Exigeante parce que, en règle générale, les enseignements du droit public se déroulent jusque-là en présentiel et sont exposés de manière ex cathedra, ce qui requiert, de la part des étudiants, une assistance personnelle et une prise soigneuse des notes. Cela induit aussi, avant et après les exposés oraux, une lecture attentive et concomitante des instruments juridiques invoqués, de la doctrine et de jurisprudence, lesquels servent à enrichir la formation acquise ;
Intéressante du fait qu’il a été fait recours à la méthode interactive et à dialectique ;
- – De notre point de vue, l’interactivité, comme méthode de transmission d’une matière donnée à ses semblables, est une approche utile parce qu’elle permet à chacun, le transmetteur et le récepteur, à travers des situations tirées parfois de leurs propres réalités respectives ou de leurs vécus, de mettre en exergue certaines connaissances personnelles et à se donner les uns les autres un désir d’apprendre. Elle implique aussi une approche relationnelle qui est rationnelle, en même temps qu’elle brise la monotonie qui caractérise parfois certains modes de transmission de connaissances où l’un se considère comme connaissant tout et les autres, des « moutons de panurge » ;
- – Quant à la méthode dialectique, bien qu’elle mette souvent l’accent sur l’idée de totalité et de l’unité des phénomènes, en l’espèce pour la compréhension du droit public en République Démocratique du Congo, elle est appropriée pour atteindre les différents objectifs précités car son avantage est que, à la différence des autres méthodes des sciences sociales, elle établit des lois de causalité qui permettent d’expliquer, à partir de la compréhension du système global, les autres parties dudit système avec la possibilité de convertibilité entre causes et effets. A cela, il faut ajouter que le droit a une force régulatrice certes, mais parce qu’il régit une société des hommes où l’Etat joue un rôle capital, il convient d’y inclure d’autres facettes des réalités sociales que le droit, à lui tout seul, en tant que science sociale, n’est pas capable d’appréhender. A nos yeux, l’approche juridique seule serait un procédé incomplet même si, comme l’écrit Battifol, cela permet d’« expliquer les règles en vigueur ».
VI. Compétences visées
Le droit, comme un ensemble de règles juridiques, est une réalité inhérente à toute activité sociale dont la connaissance, même chez les professionnels du droit, est souvent partielle.
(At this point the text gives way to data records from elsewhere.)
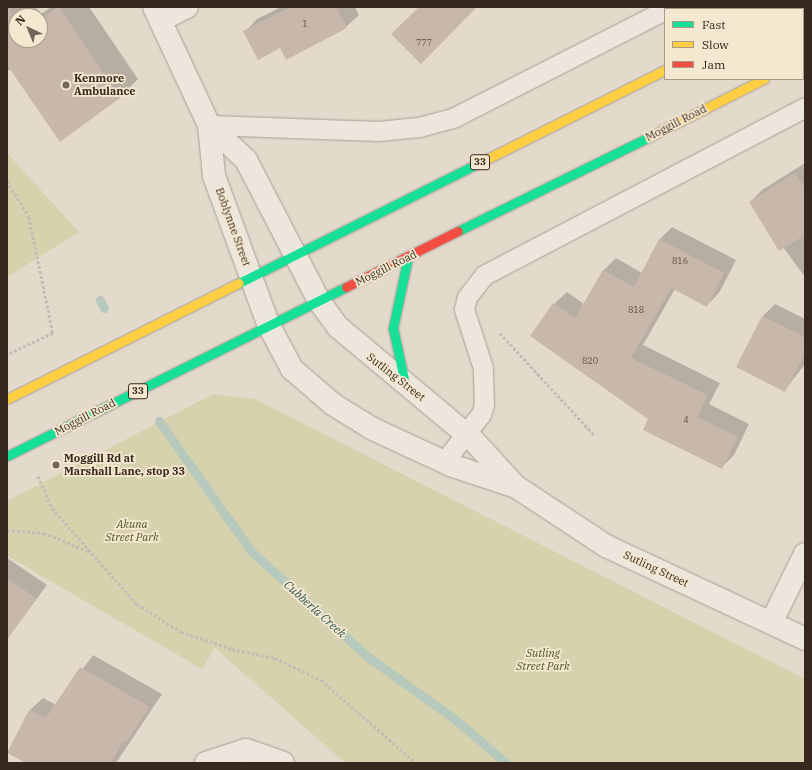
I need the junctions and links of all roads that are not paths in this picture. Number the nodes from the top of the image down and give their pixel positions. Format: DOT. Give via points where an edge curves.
graph roads {
  1 [pos="187,7"];
  2 [pos="664,11"];
  3 [pos="158,14"];
  4 [pos="664,70"];
  5 [pos="762,80"];
  6 [pos="805,107"];
  7 [pos="209,126"];
  8 [pos="295,254"];
  9 [pos="408,257"];
  10 [pos="250,276"];
  11 [pos="319,301"];
  12 [pos="269,326"];
  13 [pos="405,384"];
  14 [pos="7,399"];
  15 [pos="466,434"];
  16 [pos="7,456"];
  17 [pos="444,462"];
  18 [pos="515,486"];
  19 [pos="805,554"];
  20 [pos="771,623"];
  21 [pos="805,639"];
  22 [pos="206,763"];
  23 [pos="283,763"];
  1 -- 3 [label="street"];
  2 -- 7 [label="lane" via="453,118 426,125 378,130"];
  3 -- 7 [label="street, Boblynne Street"];
  4 -- 8 [label="main road, 33"];
  5 -- 9 [label="main road, Moggill Road / 33"];
  6 -- 15 [label="lane" via="484,275 467,297 464,309 485,381 481,414"];
  7 -- 8 [label="street, Boblynne Street" via="246,160"];
  7 -- 10 [label="street, Boblynne Street" via="214,176"];
  8 -- 10 [label="main road, 33"];
  8 -- 11 [label="street, Sutling Street"];
  9 -- 11 [label="main road, Moggill Road / 33"];
  9 -- 13 [label="main road" via="393,328"];
  10 -- 12 [label="street, Boblynne Street"];
  10 -- 14 [label="main road, 33"];
  11 -- 12 [label="main road, Moggill Road / 33"];
  11 -- 13 [label="street, Sutling Street" via="338,327"];
  12 -- 16 [label="main road, Moggill Road / 33"];
  12 -- 17 [label="street, Sutling Street" via="292,369 312,389 374,429"];
  13 -- 15 [label="street, Sutling Street"];
  15 -- 17 [label="lane"];
  15 -- 18 [label="street, Sutling Street"];
  17 -- 18 [label="street, Sutling Street"];
  18 -- 20 [label="street, Sutling Street" via="606,546"];
  19 -- 20 [label="street"];
  20 -- 21 [label="street, Sutling Street"];
  22 -- 23 [label="street" via="246,750"];
}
D’ailleurs, ces professionnels eux-mêmes ont tendance à se spécialiser dans tel ou tel domaine particulier du droit. En effet, même si, à la base, ils sont tous des juristes, un spécialiste du droit constitutionnel n’a pas toujours l’occasion de s’intéresser au droit fiscal ou au droit du travail. Un spécialiste du droit civil ne connaît pas nécessairement le droit de l’environnement. Néanmoins, pour pouvoir orienter les étudiants vers le droit public, interne comme international, un accent sera mis sur les compétences spécifiques suivantes :
- – Capacité de faire face à des problèmes juridiques simples, concernant les personnes, les biens et les obligations entre sujets de droit et entre eux et l’Etat;
- – Capacité d’expliquer ce que l’on entend par le droit objectif, le droit subjectif et la personnalité juridique ;
- – Compétence de comprendre les différentes formes de l’Etat et, en ce qui concerne la République Démocratique du Congo, son organisation administrative,
- – Capacité de choisir le droit public interne comme Mention de spécialisation.
VI. Modalités d’évaluation
- – Participation aux CMI, TD et TP (40%)
- – Examen final (60%) : Dissertation ou cas pratique.